Extracted records:
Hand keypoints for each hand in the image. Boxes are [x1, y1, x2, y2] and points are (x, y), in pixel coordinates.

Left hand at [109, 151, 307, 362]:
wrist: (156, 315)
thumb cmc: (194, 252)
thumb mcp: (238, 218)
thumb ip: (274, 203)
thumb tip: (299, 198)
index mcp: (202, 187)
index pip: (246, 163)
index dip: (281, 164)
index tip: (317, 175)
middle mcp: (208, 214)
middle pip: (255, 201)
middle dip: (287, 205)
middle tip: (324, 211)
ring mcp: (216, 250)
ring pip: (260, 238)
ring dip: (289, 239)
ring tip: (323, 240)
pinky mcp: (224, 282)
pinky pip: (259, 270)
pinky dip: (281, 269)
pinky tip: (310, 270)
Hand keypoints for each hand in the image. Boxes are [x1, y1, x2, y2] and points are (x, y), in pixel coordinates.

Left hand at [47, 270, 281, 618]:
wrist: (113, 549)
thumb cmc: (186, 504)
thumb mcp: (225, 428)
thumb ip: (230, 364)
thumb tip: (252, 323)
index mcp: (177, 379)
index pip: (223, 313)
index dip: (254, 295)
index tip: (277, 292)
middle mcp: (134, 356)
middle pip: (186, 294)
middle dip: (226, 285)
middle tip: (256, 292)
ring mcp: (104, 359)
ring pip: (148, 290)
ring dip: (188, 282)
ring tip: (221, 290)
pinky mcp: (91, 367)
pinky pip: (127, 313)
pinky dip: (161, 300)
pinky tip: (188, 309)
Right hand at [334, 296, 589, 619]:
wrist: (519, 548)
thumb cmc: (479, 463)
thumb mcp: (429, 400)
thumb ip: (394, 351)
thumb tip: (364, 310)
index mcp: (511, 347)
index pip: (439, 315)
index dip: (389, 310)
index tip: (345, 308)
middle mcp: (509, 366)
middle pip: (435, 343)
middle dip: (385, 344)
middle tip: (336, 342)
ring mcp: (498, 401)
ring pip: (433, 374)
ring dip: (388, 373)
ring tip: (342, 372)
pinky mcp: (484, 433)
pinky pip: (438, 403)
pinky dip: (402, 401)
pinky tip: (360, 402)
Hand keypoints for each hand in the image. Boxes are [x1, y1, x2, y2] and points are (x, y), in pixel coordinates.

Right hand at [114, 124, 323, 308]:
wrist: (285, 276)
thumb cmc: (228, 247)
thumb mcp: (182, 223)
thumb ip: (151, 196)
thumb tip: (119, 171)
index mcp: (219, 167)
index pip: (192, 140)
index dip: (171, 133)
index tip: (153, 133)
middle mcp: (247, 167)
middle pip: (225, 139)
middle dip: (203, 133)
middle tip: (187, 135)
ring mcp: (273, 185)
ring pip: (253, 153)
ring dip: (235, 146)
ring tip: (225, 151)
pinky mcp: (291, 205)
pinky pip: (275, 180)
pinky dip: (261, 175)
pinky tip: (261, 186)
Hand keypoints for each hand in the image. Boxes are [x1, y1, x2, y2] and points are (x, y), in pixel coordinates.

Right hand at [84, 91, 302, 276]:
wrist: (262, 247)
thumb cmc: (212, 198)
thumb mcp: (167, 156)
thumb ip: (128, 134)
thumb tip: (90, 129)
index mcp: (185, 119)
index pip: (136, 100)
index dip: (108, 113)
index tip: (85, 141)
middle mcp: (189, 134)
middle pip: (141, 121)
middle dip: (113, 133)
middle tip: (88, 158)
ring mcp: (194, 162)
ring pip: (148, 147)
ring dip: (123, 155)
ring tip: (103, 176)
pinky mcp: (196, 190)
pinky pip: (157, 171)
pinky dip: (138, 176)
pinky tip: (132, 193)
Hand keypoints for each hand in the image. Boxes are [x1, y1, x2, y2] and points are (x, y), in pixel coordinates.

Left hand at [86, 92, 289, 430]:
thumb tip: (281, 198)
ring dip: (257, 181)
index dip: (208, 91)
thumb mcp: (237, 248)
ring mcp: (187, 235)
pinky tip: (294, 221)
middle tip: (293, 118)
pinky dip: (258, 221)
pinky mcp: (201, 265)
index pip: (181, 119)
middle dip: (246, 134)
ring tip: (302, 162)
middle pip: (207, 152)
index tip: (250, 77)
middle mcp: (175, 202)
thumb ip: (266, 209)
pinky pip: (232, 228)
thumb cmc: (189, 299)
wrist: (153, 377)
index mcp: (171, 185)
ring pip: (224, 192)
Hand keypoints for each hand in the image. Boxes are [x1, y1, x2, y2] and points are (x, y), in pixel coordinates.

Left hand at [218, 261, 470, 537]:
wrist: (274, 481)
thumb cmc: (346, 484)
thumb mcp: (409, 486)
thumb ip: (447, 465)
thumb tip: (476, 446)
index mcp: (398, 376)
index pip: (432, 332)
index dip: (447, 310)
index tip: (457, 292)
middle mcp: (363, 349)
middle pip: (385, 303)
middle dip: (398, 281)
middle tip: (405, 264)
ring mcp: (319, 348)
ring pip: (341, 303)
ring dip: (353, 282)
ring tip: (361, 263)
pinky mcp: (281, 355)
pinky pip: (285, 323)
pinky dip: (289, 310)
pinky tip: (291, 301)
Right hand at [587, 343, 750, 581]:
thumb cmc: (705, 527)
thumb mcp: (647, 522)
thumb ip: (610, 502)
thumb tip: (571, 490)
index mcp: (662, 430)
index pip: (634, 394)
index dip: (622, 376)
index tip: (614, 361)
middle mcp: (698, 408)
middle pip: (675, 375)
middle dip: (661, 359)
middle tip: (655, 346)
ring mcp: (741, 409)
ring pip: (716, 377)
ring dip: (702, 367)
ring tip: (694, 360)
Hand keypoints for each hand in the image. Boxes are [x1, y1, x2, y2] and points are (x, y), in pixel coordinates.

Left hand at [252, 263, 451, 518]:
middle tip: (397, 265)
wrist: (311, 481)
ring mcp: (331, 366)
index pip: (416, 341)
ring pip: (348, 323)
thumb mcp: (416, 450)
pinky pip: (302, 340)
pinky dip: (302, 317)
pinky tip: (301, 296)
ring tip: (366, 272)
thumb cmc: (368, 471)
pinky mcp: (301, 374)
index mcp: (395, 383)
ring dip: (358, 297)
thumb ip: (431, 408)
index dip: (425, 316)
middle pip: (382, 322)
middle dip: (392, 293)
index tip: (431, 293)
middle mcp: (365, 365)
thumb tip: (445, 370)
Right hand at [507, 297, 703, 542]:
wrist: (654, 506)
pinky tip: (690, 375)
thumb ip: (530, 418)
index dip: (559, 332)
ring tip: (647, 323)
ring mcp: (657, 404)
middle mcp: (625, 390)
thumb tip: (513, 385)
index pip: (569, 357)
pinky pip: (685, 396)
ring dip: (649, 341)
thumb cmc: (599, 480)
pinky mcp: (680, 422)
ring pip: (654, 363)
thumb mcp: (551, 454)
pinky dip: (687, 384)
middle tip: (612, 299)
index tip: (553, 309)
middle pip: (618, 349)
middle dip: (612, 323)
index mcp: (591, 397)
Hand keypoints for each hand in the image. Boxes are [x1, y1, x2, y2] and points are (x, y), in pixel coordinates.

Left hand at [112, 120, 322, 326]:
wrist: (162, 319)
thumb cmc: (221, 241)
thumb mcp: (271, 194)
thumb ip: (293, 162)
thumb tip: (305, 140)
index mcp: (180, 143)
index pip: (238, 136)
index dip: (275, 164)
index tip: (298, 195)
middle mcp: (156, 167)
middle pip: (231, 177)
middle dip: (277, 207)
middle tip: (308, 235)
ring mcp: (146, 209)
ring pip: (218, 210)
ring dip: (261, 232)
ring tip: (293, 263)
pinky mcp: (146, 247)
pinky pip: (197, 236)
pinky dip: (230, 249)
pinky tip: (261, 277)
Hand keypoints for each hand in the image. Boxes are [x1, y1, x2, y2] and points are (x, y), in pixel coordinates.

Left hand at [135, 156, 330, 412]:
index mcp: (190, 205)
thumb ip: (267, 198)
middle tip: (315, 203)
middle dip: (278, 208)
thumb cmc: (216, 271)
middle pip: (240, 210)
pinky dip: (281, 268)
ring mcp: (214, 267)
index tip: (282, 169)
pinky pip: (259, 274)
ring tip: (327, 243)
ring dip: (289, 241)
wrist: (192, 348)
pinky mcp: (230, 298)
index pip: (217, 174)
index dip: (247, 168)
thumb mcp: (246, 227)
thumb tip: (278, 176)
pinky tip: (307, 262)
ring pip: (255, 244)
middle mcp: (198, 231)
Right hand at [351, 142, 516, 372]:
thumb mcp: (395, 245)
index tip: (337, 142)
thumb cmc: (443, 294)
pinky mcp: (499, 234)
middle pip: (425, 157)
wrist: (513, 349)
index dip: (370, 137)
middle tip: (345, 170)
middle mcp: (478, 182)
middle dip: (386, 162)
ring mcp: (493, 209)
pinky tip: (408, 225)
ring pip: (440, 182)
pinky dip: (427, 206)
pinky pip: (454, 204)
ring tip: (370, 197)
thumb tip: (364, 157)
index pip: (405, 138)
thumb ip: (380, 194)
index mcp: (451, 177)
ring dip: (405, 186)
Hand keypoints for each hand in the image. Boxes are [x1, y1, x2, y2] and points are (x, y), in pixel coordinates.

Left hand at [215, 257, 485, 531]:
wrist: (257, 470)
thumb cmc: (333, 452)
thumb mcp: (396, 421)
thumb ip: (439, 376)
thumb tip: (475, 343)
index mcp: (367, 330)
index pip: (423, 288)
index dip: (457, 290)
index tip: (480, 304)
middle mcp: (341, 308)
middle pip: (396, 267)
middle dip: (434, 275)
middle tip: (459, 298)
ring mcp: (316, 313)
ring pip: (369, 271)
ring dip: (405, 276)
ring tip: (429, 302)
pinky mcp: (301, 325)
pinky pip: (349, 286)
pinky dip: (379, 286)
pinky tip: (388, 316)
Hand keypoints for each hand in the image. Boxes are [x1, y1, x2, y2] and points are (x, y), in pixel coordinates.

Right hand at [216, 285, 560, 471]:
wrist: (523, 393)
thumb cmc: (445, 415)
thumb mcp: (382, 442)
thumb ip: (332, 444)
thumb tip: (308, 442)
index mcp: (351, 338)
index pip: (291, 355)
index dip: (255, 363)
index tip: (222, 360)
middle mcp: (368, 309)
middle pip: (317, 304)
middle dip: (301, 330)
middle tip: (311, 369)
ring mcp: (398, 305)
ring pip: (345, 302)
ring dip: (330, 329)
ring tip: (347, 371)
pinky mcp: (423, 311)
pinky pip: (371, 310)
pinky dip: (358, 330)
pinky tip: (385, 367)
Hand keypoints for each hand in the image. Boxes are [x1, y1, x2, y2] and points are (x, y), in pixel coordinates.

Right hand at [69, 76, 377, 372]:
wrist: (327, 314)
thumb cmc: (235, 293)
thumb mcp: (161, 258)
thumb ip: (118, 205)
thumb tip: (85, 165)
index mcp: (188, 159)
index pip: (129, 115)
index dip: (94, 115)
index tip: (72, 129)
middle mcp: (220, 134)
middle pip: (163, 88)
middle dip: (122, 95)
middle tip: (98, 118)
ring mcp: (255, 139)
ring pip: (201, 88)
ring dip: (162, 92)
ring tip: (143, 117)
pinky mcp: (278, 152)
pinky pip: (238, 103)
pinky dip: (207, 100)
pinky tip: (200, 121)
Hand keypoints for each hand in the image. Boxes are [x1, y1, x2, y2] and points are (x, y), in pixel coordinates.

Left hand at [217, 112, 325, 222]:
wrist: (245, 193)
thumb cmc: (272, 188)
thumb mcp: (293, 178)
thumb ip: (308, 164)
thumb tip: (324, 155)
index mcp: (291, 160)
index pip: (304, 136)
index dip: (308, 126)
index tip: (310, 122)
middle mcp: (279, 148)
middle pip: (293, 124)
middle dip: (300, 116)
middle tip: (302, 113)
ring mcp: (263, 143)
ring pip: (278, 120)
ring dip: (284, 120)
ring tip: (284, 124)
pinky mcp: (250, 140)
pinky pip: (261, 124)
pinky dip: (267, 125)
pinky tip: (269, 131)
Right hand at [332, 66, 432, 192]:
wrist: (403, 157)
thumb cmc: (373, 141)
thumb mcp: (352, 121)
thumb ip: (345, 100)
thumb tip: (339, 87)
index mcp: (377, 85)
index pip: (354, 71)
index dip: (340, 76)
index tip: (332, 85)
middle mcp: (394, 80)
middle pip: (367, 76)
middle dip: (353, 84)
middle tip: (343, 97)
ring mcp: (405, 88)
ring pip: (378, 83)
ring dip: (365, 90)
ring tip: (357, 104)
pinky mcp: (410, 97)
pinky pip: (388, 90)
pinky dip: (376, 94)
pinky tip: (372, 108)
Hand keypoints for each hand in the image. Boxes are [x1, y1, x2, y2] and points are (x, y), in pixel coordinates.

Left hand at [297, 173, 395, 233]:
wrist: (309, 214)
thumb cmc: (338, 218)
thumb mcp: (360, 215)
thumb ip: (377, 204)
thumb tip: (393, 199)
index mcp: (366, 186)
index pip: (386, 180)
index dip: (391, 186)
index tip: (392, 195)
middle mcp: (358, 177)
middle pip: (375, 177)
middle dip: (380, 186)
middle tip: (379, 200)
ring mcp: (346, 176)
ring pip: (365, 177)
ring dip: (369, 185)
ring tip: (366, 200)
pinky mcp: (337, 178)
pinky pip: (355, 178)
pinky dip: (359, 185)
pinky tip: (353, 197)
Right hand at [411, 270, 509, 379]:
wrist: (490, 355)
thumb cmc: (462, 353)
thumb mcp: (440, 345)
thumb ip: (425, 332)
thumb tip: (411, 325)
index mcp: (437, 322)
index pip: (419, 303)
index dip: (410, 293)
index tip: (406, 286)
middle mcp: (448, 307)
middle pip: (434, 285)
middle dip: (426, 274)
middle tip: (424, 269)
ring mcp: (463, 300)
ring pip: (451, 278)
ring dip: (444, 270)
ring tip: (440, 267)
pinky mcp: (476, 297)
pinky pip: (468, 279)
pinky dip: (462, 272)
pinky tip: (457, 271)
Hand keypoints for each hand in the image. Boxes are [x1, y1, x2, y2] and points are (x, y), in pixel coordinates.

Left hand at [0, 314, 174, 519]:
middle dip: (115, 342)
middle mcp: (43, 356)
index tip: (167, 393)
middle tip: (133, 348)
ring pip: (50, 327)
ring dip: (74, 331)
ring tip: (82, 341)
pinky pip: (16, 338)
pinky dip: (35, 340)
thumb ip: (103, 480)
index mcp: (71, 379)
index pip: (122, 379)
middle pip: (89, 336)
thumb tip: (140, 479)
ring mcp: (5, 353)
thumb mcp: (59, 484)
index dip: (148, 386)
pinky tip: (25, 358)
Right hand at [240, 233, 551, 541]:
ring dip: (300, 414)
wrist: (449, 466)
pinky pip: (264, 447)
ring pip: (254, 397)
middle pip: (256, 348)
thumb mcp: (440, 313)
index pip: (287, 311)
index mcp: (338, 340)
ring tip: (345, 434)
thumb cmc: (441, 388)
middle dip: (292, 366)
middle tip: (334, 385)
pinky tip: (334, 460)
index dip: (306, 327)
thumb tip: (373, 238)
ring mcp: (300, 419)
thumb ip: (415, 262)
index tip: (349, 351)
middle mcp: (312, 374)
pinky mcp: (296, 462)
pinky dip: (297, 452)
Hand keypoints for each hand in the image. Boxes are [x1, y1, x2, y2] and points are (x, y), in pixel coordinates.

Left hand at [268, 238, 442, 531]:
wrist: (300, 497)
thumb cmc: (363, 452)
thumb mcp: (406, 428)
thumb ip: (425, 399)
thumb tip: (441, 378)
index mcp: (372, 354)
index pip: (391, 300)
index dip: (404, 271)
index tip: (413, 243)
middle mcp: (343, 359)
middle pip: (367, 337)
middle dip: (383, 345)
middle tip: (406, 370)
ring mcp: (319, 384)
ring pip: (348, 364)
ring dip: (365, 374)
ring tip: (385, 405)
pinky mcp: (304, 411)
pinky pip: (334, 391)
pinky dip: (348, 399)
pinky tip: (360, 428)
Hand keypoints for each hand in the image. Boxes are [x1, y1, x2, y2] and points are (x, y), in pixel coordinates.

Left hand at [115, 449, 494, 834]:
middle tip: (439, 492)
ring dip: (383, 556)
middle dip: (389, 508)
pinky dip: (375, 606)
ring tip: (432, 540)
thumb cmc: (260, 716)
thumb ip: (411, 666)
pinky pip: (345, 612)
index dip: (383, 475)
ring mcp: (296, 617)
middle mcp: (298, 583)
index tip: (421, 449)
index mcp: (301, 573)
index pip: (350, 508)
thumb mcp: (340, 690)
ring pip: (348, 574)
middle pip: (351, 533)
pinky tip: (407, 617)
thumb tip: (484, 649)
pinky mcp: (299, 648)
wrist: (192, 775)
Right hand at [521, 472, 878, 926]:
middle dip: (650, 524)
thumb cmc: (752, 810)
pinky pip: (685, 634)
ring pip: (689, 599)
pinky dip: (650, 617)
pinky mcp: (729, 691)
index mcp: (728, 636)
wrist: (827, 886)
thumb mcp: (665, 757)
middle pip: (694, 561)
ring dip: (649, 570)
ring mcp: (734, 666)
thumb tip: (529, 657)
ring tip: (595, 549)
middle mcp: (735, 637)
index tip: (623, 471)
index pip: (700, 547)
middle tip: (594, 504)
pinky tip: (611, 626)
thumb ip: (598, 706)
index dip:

* **Aim of the task**: Starting at the line that has "middle dip: (292, 366)" in the records above, restate word for word every line until the one that has "wrist: (192, 775)", and include that one as well.

* **Output for this exercise**:
middle dip: (292, 366)
middle tip: (334, 385)
pinky tip: (334, 460)
index dip: (306, 327)
thumb tip: (373, 238)
ring mcp: (300, 419)
thumb ip: (415, 262)
index tip: (349, 351)
middle mcp: (312, 374)
pinky mcp: (296, 462)
pinky dip: (297, 452)
Hand keypoints for each hand in the image. Boxes are [x1, y1, x2, y2] and points are (x, y), in pixel coordinates.

Left hand at [268, 238, 442, 531]:
wrist: (300, 497)
thumb cmc: (363, 452)
thumb mcp: (406, 428)
thumb ip: (425, 399)
thumb tip: (441, 378)
index mcp: (372, 354)
index pip: (391, 300)
index dip: (404, 271)
index tip: (413, 243)
middle mcp: (343, 359)
middle pip: (367, 337)
middle dip: (383, 345)
middle tip: (406, 370)
ring mcp: (319, 384)
ring pip: (348, 364)
ring dip: (365, 374)
ring tip: (385, 405)
pinky mcp: (304, 411)
pinky pip: (334, 391)
pinky dip: (348, 399)
pinky tip: (360, 428)
Hand keypoints for each hand in the image. Boxes are [x1, y1, x2, y2] and points are (x, y), in pixel coordinates.

Left hand at [115, 449, 494, 834]:
middle tip: (439, 492)
ring dip: (383, 556)
middle dip: (389, 508)
pinky dip: (375, 606)
ring tip: (432, 540)
thumb cmc: (260, 716)
thumb ip: (411, 666)
pinky pip: (345, 612)
index dip: (383, 475)
ring mcp: (296, 617)
middle mcp: (298, 583)
index tip: (421, 449)
index mcp: (301, 573)
index pip: (350, 508)
thumb mcp: (340, 690)
ring pip: (348, 574)
middle pip: (351, 533)
pinky tip: (407, 617)
thumb tip: (484, 649)
pinky mcp: (299, 648)
wrist: (192, 775)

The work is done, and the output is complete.